Will government plans ensure supplies continue to reach UK patients?
Government officials have revealed their plans for ensuring supplies of medicines and medical devices continue following a possible no-deal Brexit on the 29 March 2019.
Secretary of State for Health and Social Care Matt Hancock has written to NHS organisations, GPs, community pharmacies and service providers.
Also, Secretary of State for Exiting the European Union Dominic Raab has issued a series of statements covering: quality testing of medicines, blood and blood products, medicines, medical devices, clinical trials, and organs, tissues and cells.
The DHSC is asking pharmaceutical companies to create additional six-week stockpiles of medicines in addition to their usual stock levels. However, NHS organisations are forbidden from stockpiling.

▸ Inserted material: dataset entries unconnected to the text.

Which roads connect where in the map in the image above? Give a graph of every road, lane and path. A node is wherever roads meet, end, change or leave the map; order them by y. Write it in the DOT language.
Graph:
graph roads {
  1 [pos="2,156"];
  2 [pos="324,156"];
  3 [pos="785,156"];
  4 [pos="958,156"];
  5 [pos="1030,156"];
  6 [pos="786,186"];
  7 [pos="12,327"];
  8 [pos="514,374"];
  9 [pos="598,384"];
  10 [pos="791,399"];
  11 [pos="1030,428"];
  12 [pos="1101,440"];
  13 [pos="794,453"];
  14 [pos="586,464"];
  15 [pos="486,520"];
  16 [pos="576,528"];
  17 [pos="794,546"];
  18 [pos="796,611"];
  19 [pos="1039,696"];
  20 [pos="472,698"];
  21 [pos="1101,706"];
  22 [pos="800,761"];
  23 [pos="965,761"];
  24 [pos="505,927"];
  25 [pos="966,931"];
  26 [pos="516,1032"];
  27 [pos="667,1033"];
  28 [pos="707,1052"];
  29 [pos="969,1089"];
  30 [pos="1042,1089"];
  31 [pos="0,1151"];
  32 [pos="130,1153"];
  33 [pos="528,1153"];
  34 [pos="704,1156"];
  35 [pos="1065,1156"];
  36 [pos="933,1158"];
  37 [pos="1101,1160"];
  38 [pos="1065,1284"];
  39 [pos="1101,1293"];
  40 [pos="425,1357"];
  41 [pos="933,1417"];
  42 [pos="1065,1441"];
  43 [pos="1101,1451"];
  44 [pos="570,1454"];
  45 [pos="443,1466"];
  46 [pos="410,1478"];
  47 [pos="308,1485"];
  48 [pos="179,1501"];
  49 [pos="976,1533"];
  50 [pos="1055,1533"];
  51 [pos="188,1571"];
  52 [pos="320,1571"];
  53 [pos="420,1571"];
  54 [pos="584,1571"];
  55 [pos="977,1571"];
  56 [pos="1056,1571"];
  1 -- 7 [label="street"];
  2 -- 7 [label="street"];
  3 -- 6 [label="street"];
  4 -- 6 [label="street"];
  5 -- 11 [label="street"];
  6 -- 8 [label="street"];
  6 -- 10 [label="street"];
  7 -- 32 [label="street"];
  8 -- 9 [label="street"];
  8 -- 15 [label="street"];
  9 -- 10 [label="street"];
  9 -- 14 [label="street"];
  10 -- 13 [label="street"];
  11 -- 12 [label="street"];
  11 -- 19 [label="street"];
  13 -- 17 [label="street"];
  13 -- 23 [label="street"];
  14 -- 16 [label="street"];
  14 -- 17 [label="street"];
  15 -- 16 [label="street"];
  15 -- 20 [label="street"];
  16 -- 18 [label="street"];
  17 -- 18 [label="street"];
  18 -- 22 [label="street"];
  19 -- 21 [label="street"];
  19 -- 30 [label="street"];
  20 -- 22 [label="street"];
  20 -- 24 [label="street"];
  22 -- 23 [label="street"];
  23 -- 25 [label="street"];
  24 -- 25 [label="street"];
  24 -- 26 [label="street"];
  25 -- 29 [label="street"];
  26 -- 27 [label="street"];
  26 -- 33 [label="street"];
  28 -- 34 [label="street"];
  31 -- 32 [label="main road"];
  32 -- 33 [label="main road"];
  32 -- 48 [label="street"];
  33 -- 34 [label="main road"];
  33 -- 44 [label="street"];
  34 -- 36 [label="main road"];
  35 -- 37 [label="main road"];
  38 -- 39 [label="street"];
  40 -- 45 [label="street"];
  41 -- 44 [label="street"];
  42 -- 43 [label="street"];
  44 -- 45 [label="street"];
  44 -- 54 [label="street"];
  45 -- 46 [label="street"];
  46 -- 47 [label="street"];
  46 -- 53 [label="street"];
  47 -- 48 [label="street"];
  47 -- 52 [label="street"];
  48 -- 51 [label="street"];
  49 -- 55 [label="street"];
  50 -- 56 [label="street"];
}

Any over-ordering of medicines by NHS organisations will be investigated.
The DExEU has announced that the UK will recognise medical devices approved for the EU market and CE-marked.
Marketing authorisations for most medicines will continue to apply, and all European Medicines Agency centrally authorised products will automatically be converted into UK MAs on 29 March 2019, although manufacturers will be required to provide the appropriate data.
For new products, Medicines and Healthcare Products Regulatory Agency (MHRA) authorisation will be required but, in many areas, it is clear EMA decisions will be considered.
Suppliers will need to establish a UK-based named individual who can be contacted in the event of a safety issue. The MHRA will be able to require independent re-testing or withdrawal of a product from the market. Suppliers will also require a UK-based qualified person for pharmacovigilance (QPPV).
In a ‘no deal’, new UK systems of regulation and incentives for paediatric medicines and orphan medicines will be established, following consultations.
The UK will continue to accept batch testing of human medicines carried out in countries on a list from the MHRA, and will require a UK, EU or EEA-based appointed qualified person to certify batch testing.
Imports of blood or blood components from the EU for transfusion will require a description of activity to receive authorisation.
On clinical trials, the existing 2004 Regulations will remain in force and the UK will in future align with the upcoming EU Clinical Trials Regulation (CTR) 536/2014.
Limits on numbers of doctors and nurses who can be employed through the tier 2 visa route have been removed and the EU structural and investment fund projects are to be underwritten by the UK Government up to 2020.